I'll try to comment what I see in the letter.

- create 'interbas' (or some other) unix user

done in 1.5.0 - user firebird is created, all
firebird-related processes (except fb_lock_mgr in classic)
belong to that user

- all installed files should be owned by that user

that's not good idea. Most of files should better not be
completely accessible by server process. Therefore they are
owned now by root with read/execute permissions. Only files,
normally modifiable by server during it's operation (like
security database), are owned by user firebird

- through 'gsec', add an entry in isc4.gdb for
'interbas' user
- through 'isql', exec 'grant all on users to
interbas;' to
/opt/interbase/isc4.gdb security database to which
you have
attached as sysdba - the point here is that all
future db
maintenance will be performed by 'interbas' user,
so this
step is necessary to allow 'interbas' managing user
accounts
through 'gsec'.

that's all completely bad. And for SS will not work in 1.5.3
and 2.0

- fix 666 (or 777) modes on some files.

done - 1.5 install sets appropriate access rights to all
files.

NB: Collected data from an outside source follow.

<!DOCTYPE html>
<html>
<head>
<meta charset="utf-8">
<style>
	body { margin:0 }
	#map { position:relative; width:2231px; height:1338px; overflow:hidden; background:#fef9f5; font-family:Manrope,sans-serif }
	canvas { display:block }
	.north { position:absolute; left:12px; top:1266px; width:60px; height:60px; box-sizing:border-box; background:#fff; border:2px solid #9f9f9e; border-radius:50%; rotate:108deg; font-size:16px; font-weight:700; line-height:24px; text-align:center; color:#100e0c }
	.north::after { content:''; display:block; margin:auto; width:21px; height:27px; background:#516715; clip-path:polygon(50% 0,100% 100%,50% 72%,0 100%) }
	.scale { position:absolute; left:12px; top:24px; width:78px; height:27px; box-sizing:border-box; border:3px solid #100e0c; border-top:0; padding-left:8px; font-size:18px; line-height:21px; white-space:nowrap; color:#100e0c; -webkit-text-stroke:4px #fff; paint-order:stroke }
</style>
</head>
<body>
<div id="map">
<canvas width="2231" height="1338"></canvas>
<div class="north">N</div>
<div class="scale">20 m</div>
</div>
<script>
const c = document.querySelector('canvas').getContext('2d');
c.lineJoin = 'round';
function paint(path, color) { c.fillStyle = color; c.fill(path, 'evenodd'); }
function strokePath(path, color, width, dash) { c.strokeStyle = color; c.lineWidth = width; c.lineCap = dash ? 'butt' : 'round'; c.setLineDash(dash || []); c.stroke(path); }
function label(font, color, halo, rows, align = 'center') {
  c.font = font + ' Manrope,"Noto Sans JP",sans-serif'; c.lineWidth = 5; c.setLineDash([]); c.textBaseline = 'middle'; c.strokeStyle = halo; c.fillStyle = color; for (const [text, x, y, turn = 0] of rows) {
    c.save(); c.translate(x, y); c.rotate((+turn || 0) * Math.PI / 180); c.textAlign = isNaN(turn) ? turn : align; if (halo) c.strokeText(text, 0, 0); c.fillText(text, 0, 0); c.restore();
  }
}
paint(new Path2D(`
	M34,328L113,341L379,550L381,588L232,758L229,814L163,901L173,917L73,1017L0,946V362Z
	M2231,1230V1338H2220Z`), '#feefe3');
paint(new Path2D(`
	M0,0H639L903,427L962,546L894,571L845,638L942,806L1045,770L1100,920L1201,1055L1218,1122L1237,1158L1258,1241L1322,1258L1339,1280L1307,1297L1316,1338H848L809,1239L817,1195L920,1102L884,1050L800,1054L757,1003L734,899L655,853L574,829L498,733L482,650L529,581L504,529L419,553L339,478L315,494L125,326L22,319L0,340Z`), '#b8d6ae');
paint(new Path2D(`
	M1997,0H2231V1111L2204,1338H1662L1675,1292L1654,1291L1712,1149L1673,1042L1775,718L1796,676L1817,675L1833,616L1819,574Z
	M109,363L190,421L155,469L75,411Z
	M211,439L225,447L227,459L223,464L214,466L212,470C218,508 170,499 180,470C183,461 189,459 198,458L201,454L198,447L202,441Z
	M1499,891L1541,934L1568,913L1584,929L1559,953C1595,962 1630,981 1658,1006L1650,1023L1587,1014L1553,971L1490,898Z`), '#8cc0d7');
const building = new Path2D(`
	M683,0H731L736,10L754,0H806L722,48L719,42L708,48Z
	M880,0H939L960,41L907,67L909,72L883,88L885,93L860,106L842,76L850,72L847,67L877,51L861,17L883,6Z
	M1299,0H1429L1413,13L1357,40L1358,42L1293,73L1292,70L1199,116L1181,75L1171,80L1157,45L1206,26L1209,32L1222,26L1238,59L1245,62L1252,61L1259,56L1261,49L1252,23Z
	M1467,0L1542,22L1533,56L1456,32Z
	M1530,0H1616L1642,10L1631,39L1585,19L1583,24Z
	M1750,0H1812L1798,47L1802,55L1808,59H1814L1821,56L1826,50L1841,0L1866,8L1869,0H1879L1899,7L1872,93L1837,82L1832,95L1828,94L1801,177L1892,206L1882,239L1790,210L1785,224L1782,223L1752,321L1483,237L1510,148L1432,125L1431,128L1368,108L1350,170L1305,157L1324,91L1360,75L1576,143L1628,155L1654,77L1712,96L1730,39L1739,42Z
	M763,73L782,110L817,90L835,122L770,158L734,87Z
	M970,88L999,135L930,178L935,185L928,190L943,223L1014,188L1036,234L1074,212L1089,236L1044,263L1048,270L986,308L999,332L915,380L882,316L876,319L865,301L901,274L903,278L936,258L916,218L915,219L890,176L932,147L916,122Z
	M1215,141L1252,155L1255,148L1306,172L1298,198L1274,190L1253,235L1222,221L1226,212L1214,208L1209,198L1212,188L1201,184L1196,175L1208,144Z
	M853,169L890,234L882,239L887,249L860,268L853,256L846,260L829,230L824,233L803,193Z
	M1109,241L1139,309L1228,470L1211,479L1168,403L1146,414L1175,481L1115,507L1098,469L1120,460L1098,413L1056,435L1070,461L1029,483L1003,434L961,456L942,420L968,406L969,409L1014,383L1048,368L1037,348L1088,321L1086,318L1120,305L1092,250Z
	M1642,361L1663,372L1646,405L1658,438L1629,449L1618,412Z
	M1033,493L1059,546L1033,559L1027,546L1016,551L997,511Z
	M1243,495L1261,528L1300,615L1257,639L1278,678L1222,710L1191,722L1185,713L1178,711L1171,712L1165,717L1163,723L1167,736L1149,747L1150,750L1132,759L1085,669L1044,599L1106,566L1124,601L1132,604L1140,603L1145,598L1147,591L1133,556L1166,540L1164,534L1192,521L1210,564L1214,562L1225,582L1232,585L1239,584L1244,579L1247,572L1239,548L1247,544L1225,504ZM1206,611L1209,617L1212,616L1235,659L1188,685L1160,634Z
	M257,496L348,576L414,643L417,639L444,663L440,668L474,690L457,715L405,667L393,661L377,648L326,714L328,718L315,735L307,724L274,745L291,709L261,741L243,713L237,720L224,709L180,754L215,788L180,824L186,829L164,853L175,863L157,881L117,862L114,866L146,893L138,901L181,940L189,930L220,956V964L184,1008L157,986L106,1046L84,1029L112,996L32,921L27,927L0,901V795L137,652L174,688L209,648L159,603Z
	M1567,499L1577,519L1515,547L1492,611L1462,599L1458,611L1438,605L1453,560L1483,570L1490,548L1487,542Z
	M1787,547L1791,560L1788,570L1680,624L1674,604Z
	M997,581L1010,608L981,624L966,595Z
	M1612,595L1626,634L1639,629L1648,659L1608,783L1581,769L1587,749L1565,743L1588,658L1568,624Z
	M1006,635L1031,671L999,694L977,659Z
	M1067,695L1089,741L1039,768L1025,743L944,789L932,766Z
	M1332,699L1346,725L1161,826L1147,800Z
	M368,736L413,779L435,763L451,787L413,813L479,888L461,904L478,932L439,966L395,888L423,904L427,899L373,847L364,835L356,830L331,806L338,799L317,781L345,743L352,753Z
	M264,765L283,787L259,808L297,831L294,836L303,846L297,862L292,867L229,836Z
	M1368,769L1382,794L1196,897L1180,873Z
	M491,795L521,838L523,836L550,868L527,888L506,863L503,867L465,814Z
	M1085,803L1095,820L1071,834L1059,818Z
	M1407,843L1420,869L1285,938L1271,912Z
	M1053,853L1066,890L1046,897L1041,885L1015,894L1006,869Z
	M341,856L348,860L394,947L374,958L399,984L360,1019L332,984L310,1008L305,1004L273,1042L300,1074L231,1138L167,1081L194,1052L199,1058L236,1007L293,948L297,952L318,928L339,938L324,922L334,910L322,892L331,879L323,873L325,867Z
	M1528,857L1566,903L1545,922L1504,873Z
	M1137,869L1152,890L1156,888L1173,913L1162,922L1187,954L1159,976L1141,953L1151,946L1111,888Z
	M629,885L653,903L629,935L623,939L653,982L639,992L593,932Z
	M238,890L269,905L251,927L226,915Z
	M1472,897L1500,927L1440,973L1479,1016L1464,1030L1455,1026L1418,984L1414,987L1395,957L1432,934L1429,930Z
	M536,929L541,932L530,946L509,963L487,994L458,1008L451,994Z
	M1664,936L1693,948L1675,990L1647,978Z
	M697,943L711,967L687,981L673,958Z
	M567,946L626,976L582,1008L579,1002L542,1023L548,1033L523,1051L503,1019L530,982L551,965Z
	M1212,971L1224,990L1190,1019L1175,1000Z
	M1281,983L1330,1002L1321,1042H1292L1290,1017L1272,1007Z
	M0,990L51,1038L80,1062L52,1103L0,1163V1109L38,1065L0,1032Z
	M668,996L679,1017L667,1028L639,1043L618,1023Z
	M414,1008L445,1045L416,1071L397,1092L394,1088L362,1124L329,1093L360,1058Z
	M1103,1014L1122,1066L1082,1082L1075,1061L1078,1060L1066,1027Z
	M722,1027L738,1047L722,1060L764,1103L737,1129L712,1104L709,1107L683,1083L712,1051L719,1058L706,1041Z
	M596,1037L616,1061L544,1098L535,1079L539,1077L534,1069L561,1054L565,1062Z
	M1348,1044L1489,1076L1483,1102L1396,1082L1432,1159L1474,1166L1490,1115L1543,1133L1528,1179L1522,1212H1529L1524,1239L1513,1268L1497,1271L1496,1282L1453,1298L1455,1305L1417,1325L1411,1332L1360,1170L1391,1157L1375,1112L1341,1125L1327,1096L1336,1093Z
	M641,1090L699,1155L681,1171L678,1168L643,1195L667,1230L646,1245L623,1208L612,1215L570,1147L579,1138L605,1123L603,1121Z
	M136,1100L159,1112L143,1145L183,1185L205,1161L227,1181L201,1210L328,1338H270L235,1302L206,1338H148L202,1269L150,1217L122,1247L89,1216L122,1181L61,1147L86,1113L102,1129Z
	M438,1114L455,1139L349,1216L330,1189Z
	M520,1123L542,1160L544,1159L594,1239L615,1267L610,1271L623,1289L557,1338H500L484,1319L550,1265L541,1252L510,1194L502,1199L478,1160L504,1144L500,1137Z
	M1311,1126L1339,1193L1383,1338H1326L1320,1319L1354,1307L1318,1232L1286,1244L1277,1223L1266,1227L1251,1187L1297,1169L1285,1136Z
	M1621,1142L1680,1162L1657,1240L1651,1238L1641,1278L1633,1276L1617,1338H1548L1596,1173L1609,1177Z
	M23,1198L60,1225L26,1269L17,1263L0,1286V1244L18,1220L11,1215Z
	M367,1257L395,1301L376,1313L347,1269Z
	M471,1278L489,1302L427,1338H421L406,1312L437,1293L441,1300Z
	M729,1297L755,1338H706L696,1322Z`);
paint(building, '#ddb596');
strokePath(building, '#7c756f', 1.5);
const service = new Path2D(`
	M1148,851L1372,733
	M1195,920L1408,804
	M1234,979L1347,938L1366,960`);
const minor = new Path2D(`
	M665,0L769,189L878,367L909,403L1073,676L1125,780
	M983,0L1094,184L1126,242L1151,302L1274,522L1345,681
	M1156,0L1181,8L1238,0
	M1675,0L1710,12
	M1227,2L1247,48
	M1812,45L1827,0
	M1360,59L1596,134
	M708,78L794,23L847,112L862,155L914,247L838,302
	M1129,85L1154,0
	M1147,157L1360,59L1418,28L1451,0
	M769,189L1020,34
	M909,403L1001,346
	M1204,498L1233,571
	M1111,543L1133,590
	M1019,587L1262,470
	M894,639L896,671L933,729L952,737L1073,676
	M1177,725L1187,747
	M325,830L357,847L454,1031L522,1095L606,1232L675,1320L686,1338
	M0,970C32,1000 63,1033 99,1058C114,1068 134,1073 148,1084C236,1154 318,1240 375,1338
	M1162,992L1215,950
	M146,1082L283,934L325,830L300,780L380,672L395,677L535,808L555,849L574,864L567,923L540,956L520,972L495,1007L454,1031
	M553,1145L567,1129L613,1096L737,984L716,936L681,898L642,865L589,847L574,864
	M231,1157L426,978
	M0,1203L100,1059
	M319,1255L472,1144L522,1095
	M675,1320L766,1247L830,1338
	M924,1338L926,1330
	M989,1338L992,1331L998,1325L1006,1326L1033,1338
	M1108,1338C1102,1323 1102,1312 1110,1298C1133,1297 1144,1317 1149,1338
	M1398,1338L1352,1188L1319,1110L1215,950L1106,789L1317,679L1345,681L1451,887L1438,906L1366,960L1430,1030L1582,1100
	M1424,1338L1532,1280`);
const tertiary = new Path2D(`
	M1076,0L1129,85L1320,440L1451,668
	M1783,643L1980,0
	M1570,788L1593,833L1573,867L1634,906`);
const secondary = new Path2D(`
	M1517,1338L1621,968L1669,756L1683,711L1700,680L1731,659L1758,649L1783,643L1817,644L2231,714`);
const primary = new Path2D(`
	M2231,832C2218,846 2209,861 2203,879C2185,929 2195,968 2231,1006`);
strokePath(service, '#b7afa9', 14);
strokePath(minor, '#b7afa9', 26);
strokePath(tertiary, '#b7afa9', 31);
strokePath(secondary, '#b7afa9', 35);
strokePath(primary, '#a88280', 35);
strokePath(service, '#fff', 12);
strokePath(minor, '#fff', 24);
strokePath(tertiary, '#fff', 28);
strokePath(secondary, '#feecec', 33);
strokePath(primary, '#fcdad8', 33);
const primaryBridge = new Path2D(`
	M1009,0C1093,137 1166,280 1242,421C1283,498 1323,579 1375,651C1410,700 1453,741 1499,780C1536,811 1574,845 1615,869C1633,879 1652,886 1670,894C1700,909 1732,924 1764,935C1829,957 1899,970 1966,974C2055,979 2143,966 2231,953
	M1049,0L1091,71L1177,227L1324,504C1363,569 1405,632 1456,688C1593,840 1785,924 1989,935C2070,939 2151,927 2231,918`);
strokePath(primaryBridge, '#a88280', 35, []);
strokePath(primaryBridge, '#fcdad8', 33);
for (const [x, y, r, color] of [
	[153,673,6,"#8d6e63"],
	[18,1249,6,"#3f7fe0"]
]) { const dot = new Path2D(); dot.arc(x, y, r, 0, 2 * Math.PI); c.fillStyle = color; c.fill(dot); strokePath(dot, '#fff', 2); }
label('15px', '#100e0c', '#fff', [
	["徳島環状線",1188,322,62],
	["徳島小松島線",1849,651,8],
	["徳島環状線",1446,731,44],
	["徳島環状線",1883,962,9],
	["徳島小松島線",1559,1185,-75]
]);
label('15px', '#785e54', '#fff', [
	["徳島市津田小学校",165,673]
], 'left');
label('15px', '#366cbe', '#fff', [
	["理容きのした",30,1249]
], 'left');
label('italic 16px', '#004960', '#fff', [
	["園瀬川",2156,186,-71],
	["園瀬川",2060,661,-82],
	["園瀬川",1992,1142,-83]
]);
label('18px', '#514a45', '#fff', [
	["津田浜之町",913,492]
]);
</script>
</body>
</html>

But mostly not word-writable :-)

- create directory /var/interbase (or something like
that)
where .gdb files will be stored (or somewhere in
~interbase)

This may be the most interesting. If we:
1. create such default directory,
2. put it into default firebird.conf: DatabaseAccess =
restrict /that/dir
3. Learn engine to use first path as default for databases
(like it was done for external tables)
result is quite smart and beautiful - user can type
CREATE DATABASE 'NEW.GDB';
and have it created in that default directory. I suggest to
add this as feature request.

Somewhere deep in server code:

- check which will prevent InterBase daemon from as root

Not good. I strongly dislike such hard-coded restrictions.
Many people are reasonably sure, that there server runs in
protected environment (well isolated LAN), and have no
reasons to waste time to change there installations to make
them non-root. We have safe default install, and that's enough.

I close this entry right now. And add new feature request
tomorrow, if noone has something against it.

Alice F. Bird added a comment - 14/Jun/06 09:41 AM
Date: 2005-08-31 19:31
Sender: dimitr
Logged In: YES
user_id=61270

Alex, please comment regarding 1.5.3 and 2.0.